» Task description
Give the listing again exactly, omitting its images.

─── Information

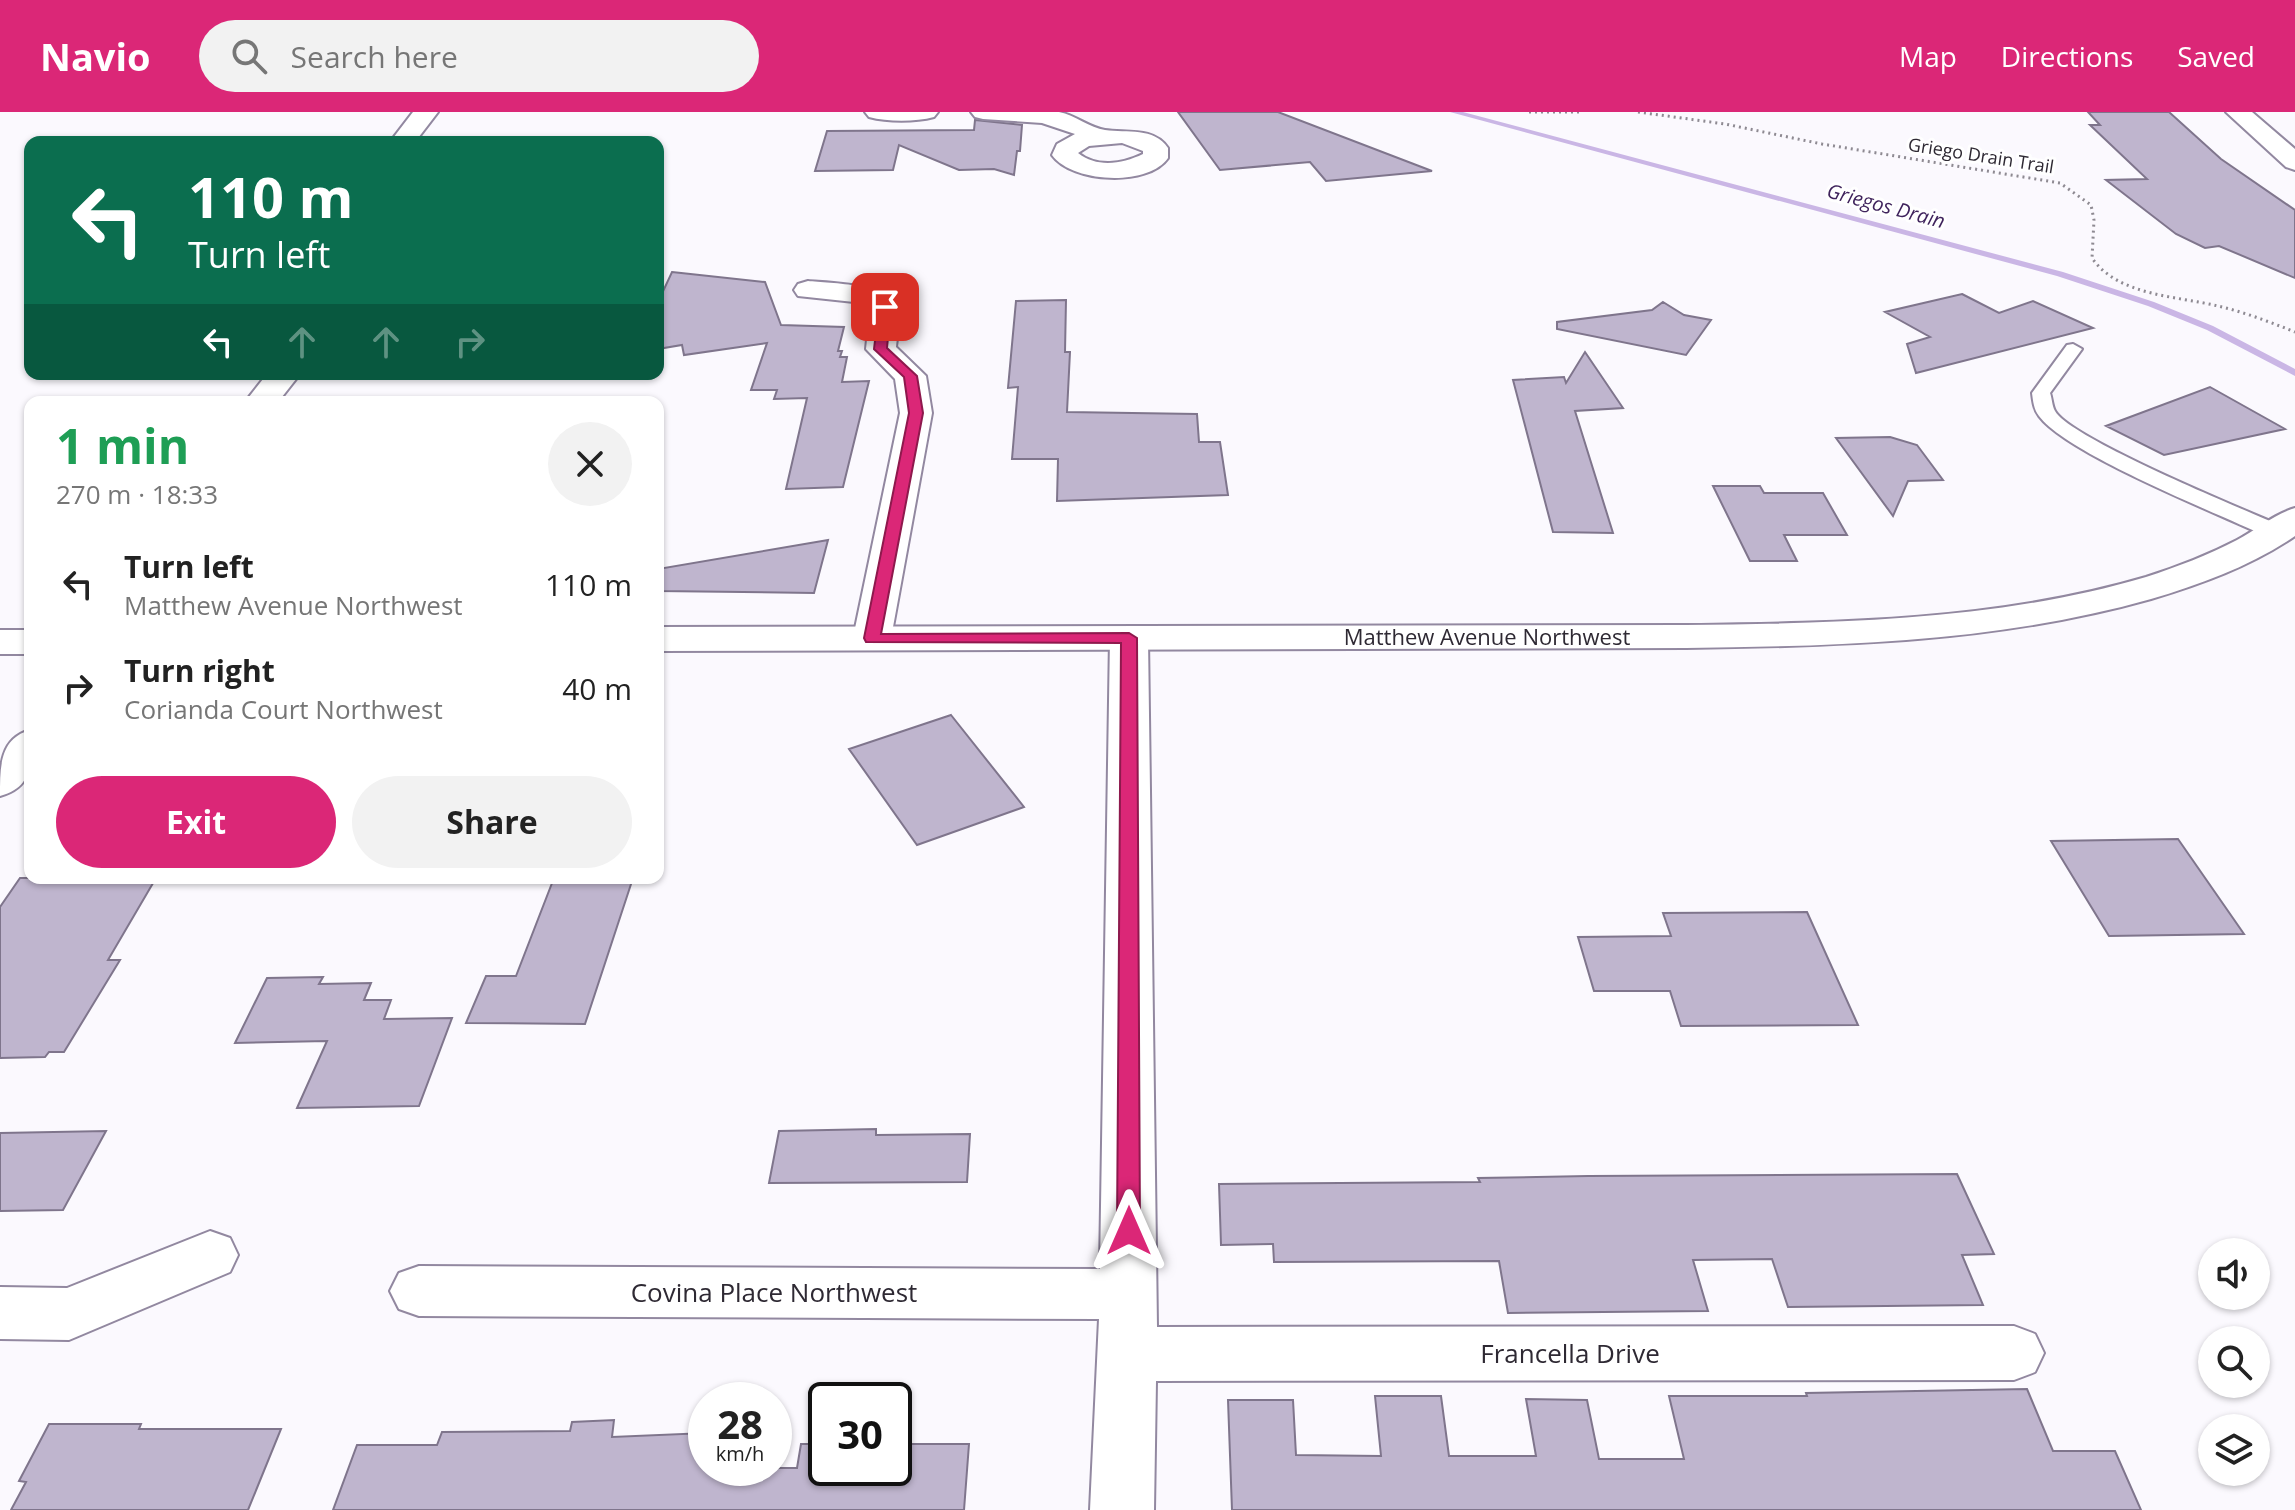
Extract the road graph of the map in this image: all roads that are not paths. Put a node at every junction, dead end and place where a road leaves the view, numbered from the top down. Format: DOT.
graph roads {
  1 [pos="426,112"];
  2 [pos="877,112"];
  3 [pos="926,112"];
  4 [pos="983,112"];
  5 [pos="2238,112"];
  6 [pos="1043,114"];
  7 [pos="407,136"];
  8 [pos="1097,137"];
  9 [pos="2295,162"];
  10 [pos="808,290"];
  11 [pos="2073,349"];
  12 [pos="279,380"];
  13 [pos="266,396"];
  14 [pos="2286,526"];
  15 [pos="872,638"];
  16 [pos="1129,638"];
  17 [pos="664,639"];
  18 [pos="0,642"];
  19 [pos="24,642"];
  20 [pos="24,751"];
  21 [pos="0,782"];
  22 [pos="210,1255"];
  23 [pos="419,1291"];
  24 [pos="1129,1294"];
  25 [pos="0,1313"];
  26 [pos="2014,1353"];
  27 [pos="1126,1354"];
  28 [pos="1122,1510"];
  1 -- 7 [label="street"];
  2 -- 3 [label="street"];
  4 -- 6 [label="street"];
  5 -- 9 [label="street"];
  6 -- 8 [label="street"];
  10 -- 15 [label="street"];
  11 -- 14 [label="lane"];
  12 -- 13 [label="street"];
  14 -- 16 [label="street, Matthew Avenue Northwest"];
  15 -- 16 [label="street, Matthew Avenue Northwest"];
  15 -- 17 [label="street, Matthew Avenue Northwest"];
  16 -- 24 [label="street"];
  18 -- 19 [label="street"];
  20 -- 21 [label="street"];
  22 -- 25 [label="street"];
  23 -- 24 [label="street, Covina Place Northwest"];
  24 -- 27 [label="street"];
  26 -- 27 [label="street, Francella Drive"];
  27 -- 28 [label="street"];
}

──────

» Answer for the task
Extract the road graph of the map in this image: all roads that are not paths. Put a node at every junction, dead end and place where a road leaves the view, numbered from the top down. Format: DOT.
graph roads {
  1 [pos="426,112"];
  2 [pos="877,112"];
  3 [pos="926,112"];
  4 [pos="983,112"];
  5 [pos="2238,112"];
  6 [pos="1043,114"];
  7 [pos="407,136"];
  8 [pos="1097,137"];
  9 [pos="2295,162"];
  10 [pos="808,290"];
  11 [pos="2073,349"];
  12 [pos="279,380"];
  13 [pos="266,396"];
  14 [pos="2286,526"];
  15 [pos="872,638"];
  16 [pos="1129,638"];
  17 [pos="664,639"];
  18 [pos="0,642"];
  19 [pos="24,642"];
  20 [pos="24,751"];
  21 [pos="0,782"];
  22 [pos="210,1255"];
  23 [pos="419,1291"];
  24 [pos="1129,1294"];
  25 [pos="0,1313"];
  26 [pos="2014,1353"];
  27 [pos="1126,1354"];
  28 [pos="1122,1510"];
  1 -- 7 [label="street"];
  2 -- 3 [label="street"];
  4 -- 6 [label="street"];
  5 -- 9 [label="street"];
  6 -- 8 [label="street"];
  10 -- 15 [label="street"];
  11 -- 14 [label="lane"];
  12 -- 13 [label="street"];
  14 -- 16 [label="street, Matthew Avenue Northwest"];
  15 -- 16 [label="street, Matthew Avenue Northwest"];
  15 -- 17 [label="street, Matthew Avenue Northwest"];
  16 -- 24 [label="street"];
  18 -- 19 [label="street"];
  20 -- 21 [label="street"];
  22 -- 25 [label="street"];
  23 -- 24 [label="street, Covina Place Northwest"];
  24 -- 27 [label="street"];
  26 -- 27 [label="street, Francella Drive"];
  27 -- 28 [label="street"];
}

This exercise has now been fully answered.